With 500 Keys on this Teku VC instance, we missed 9 proposals over the last weekend.

lucassaldanha commented 1 month ago

I'm aware that running different version combinations is not best practice, but i think this is still worth mentioning

You are right! We do not recommend running different versions. All our testing is done on "parallel" versions so it is risky.

Thanks for bringing this to our attention. Will take a look to make sure it isn't related to a bug somewhere.

May I ask why you did not update your VC and only BN?

NeoPlays commented 1 month ago

May I ask why you did not update your VC and only BN?

So we're running Nodes on a bigger scale, therefore we're seperating VCs from Fullnodes. I was working on this Fullnode and decided to also run updates. As we're running fallbacks as well, i thought that if there was an issue that i couldn't spot immediately, the fallbacks would take care of it. But in this case it's a bit more complex than this.

Updating VCs with doppelgägner protection enabled also results in longer downtime.

rolfyone commented 1 month ago

Hey @NeoPlays, just curious - do you have --beacon-node-ssz-blocks-enabled=false in your configuration for your VC?

rolfyone commented 1 month ago

I've done some root cause checking and posted a fix etc.

Teku VC can produce SSZ blocks (default) and submit in an api compliant way to any BN, but its JSON blocks are not beacon-api compliant due to a missing required header.

This was the VC behaviour for ever basically, so any teku VC that connects to a teku 24.10 BN is going to currently fail producing a block from their JSON payload, but the default payload is SSZ, so the issue is relatively contained.

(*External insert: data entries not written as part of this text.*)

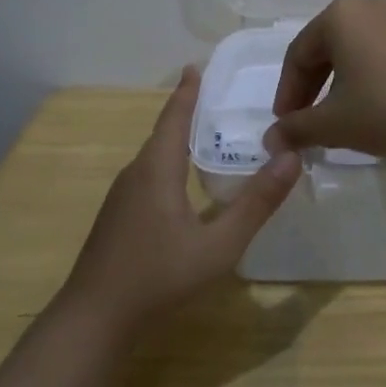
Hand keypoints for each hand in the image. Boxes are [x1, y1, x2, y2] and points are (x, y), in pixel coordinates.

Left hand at [62, 67, 300, 334]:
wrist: (93, 321)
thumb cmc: (158, 278)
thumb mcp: (219, 245)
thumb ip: (257, 203)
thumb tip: (292, 157)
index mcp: (156, 170)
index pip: (174, 117)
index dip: (187, 92)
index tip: (196, 65)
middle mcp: (135, 175)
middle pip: (163, 133)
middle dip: (187, 113)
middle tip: (218, 98)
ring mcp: (121, 199)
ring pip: (154, 158)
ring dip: (178, 140)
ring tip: (207, 135)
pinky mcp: (117, 219)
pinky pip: (148, 177)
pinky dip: (169, 164)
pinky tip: (183, 184)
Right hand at [264, 0, 385, 158]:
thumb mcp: (333, 124)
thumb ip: (296, 129)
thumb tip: (270, 140)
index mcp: (338, 16)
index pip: (297, 56)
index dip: (286, 93)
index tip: (284, 125)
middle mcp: (366, 6)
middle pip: (324, 49)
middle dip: (310, 88)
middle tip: (304, 123)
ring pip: (352, 52)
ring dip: (337, 85)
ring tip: (336, 118)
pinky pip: (379, 54)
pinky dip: (365, 78)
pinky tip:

In terms of the teku VC, it will decide to use JSON instead of default if it receives an 'unsupported media type' response when attempting to submit SSZ (415). This should be unusual. The other most likely time is when the configuration specifically sets beacon-node-ssz-blocks-enabled=false. It would be recommended to not set to false currently on your VC.

Teku 24.10 BN will be compatible with SSZ blocks, but not JSON blocks produced from Teku 24.10.2 or earlier VC. The acceptance test surface has been broadened to include a standalone VC producing JSON blocks so that this problem is visible if it should happen again.

This will affect teku VC users specifying --beacon-node-ssz-blocks-enabled=false or if an SSZ block production flow fails and the VC decides it needs to fall back to a JSON payload.

rolfyone commented 1 month ago
tested more: BN VC Json Blocks SSZ Blocks
24.8 24.8
24.8 24.10
24.10 24.8
24.10 24.10

The block production BN changed in #8522 (22 august) ultimately. 24.8.0 release was (8 aug) so this does track with the problem description.

Basically this means that 24.8 BN did not require Eth-Consensus-Version, and 24.10 BN does.

One potential good solution would be to not require that header so that its more compatible. This is technically off spec, but we'll see if we want to make that change given the above table.

It's possibly cleaner to fix the VC for Json and acknowledge the missed breaking change, and be consistent with the specification.

NeoPlays commented 1 month ago

Hey @NeoPlays, just curious - do you have --beacon-node-ssz-blocks-enabled=false in your configuration for your VC?

sorry for the late reply, for the sake of completeness: yes we were running --beacon-node-ssz-blocks-enabled=false. thank you for this in depth analysis. 🙏🏼

rolfyone commented 1 month ago

for the sake of completeness: yes we were running --beacon-node-ssz-blocks-enabled=false. thank you for this in depth analysis. 🙏🏼

perfect - so as a work around you could use SSZ (default) instead and it would work (probably clear from above, just explicitly stating)